Two, outline and verify all development requirements, dependencies, associated costs, and timelines to develop are formalized and mutually agreed in order to meet assumed live date commitments and budget.

Three, level-set service plan requirements ensuring appropriate service level agreements (SLAs) and service guidelines with key performance indicators (KPIs) are in place before the live date.

Four, plan for appropriate day two items and confirm that a path towards business as usual is included in the plan and budget.

Lastly, establish formalized ongoing vendor oversight to help these long-term relationships remain healthy post transition.

Hortz: Can you please give us a brief case study example that illustrates how outsourcing your middle-office can support different firms’ needs or goals?
Wahmann:
Market surveys find that key common elements that lead managers towards outsourcing their middle office are gaining operating efficiency and eased access to normalized data.

A recent case study of ours relates to post-execution trade settlement support. As markets have evolved recently with the onset of regulatory changes such as the Central Securities Depositories Regulation (CSDR) and tightening settlement windows in many markets, investment managers now need more than ever to be streamlined in their trade matching, instruction messaging, and their exception management models. These now have added importance to help managers from encountering financial penalties as a result of failed or delayed trading activity.

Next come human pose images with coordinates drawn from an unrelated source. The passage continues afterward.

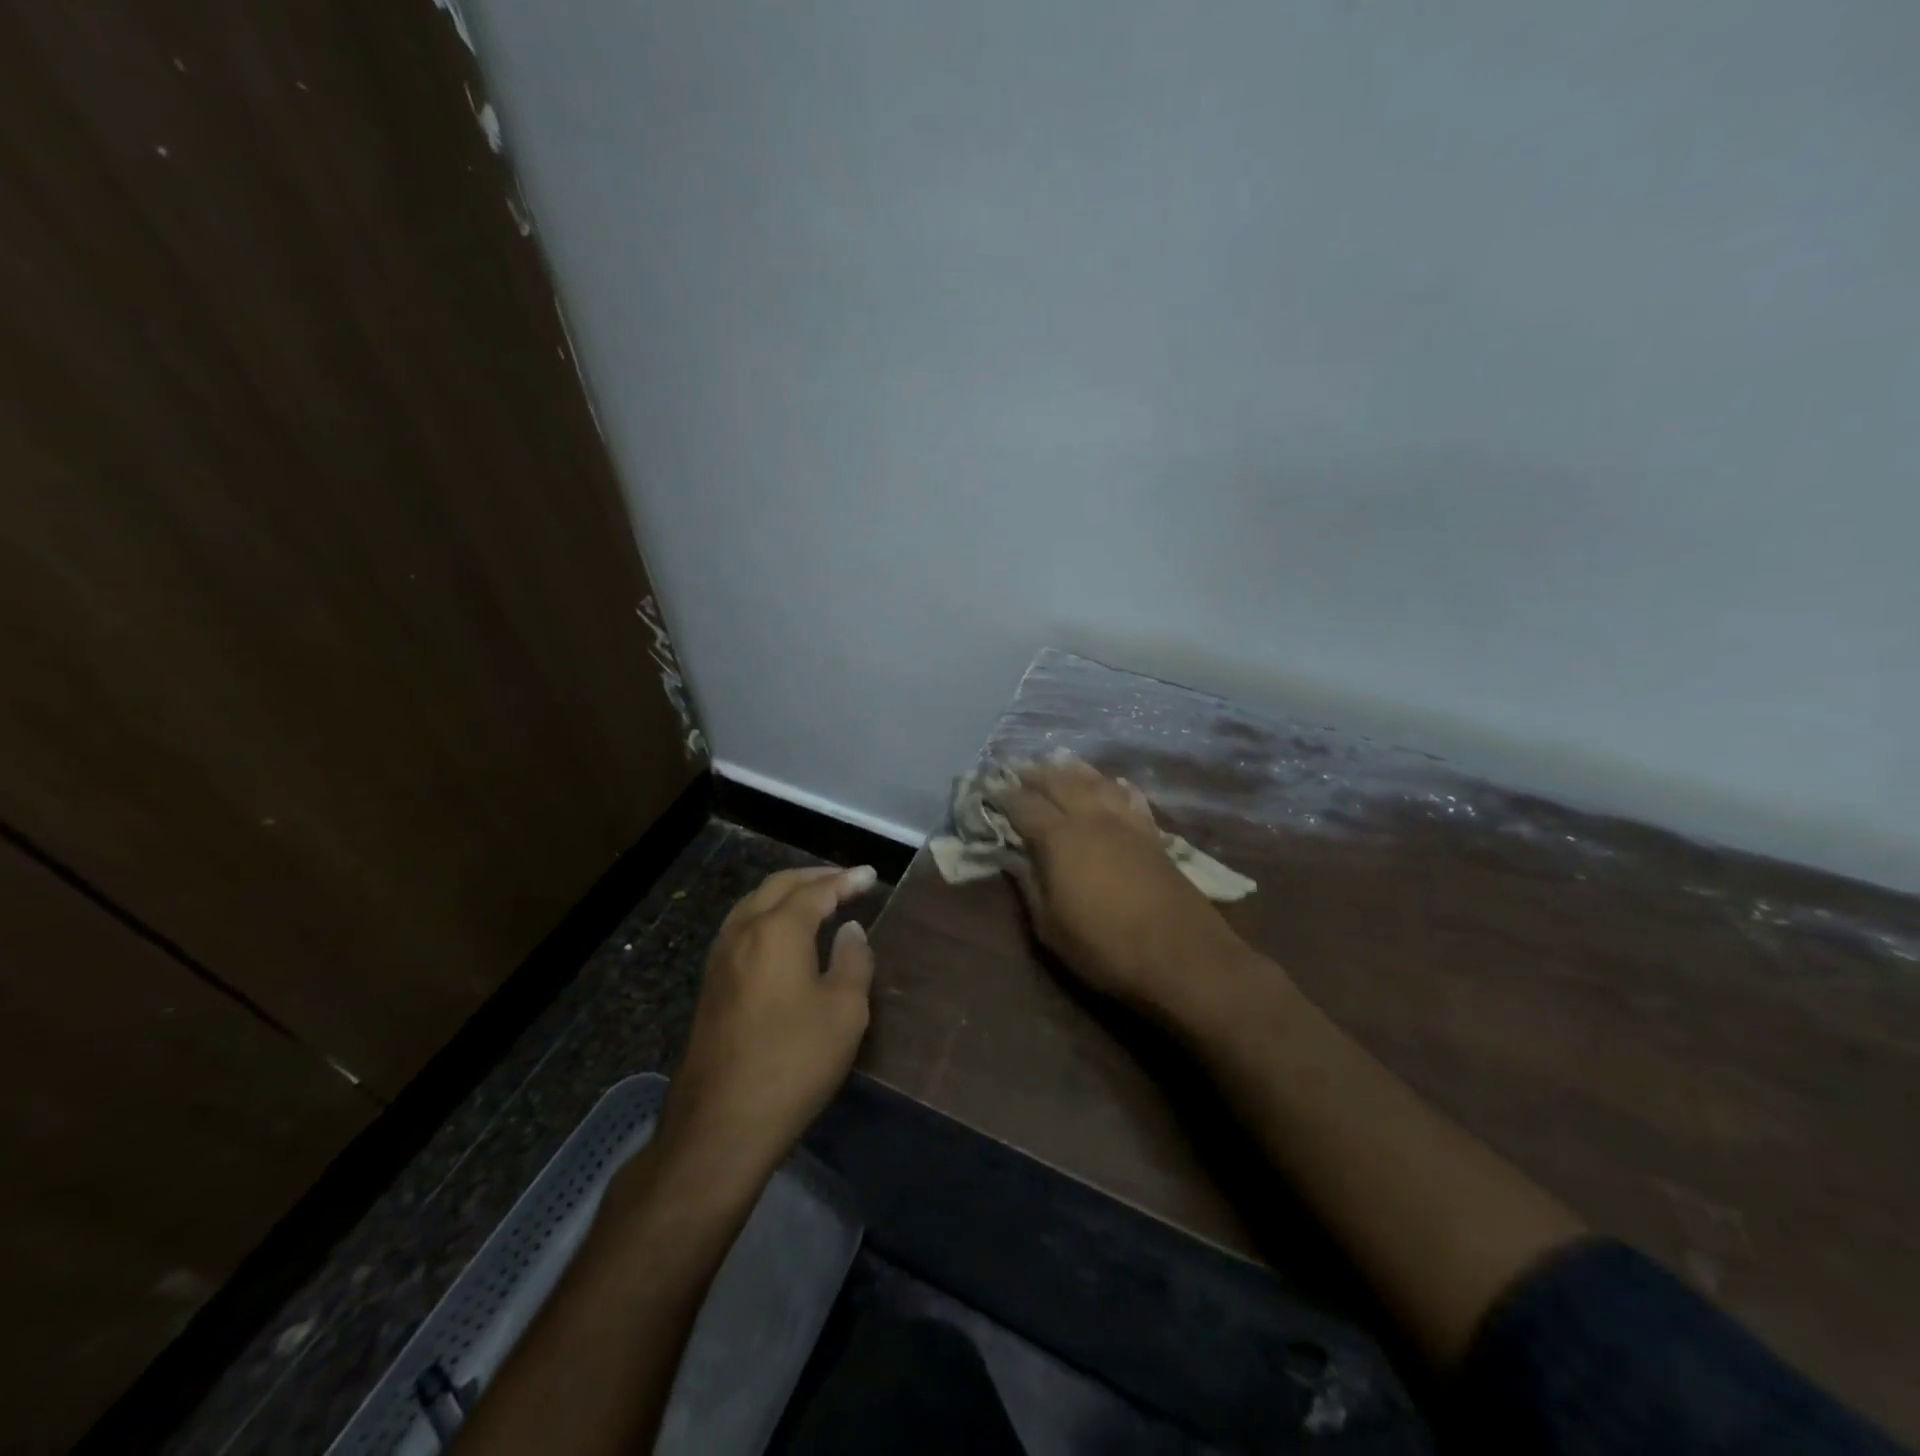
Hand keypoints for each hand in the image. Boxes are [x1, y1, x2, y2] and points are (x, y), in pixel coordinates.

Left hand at [657, 865, 876, 1177]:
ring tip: (818, 899)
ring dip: (788, 893)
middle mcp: (743, 932)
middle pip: (778, 886)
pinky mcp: (711, 983)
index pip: (816, 891)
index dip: (846, 881)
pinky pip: (743, 927)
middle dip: (814, 877)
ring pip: (754, 903)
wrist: (721, 1123)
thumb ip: (853, 961)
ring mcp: (720, 957)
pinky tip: (785, 934)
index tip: (870, 876)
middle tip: (846, 880)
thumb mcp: (844, 1011)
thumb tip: (850, 931)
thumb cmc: (793, 1062)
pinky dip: (769, 914)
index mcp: (777, 931)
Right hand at [988, 758, 1258, 1026]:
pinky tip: (1113, 783)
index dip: (1003, 795)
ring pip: (1096, 782)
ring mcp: (1126, 823)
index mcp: (1060, 838)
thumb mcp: (1050, 927)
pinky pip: (1130, 797)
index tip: (988, 789)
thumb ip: (1029, 885)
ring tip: (1058, 763)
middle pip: (1060, 782)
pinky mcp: (1152, 834)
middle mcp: (1092, 818)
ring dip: (1073, 770)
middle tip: (1018, 769)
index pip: (1024, 806)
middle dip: (1035, 774)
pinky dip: (1115, 785)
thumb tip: (1013, 857)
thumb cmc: (1105, 947)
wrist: (1182, 957)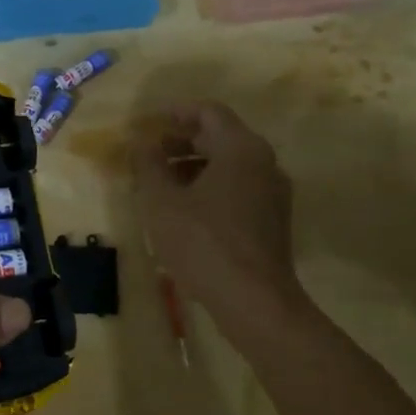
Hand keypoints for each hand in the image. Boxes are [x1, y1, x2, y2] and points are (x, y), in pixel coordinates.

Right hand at [132, 100, 306, 352]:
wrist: (255, 302)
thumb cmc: (203, 242)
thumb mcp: (161, 201)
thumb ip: (148, 163)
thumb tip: (142, 141)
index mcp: (240, 148)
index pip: (208, 112)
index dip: (175, 113)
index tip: (147, 123)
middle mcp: (264, 162)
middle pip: (219, 137)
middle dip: (181, 142)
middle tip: (148, 154)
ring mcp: (273, 192)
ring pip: (229, 165)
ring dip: (193, 166)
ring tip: (160, 184)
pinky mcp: (273, 220)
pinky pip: (238, 188)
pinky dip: (210, 187)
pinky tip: (184, 210)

An outsourced trade settlement operating model with access to real-time trade status data now allows investment managers to leverage our technology and data platform utilizing provider agnostic API connectivity, machine learning, and custodian bank transparency via real-time status across all aspects of the platform. Outsourcing the ability to leverage our technology has allowed these managers to significantly shift the roles of their human capital from manual data gathering and operational activities, while also sunsetting costly third party and/or legacy internal technology, to focusing more on their core investment products, strategy, and client engagement.

Hortz: What advice can you offer to financial firms on how best to respond to this environment of accelerating business and cultural change they are now operating in?
Wahmann:
Investment operations models are in constant change, impacted both by asks from firm stakeholders and the external marketplace. There are growing opportunities to partner with service providers for outsourcing options and Fintechs offering their newest technology offerings. Asset managers must have an open mind, now more than ever, to the wide range of solutions that may meet their evolving needs.

Firms need to take a forward thinking, long-term, strategic view on their operating model verses a tactical approach to closing immediate gaps. Consider vendors and providers under your review as strategic partners versus vendors, with common long-term objectives and strategy.

Secondly, be open minded to all potential solutions. Service providers, and especially the wide range of new Fintechs in the market, are continually offering new options aligned to both investment manager’s operational and data needs for the future. A firm's operational model can also include multi-provider and hybrid approaches and your partners should be willing and able to connect and interface with each other to support your consolidated needs.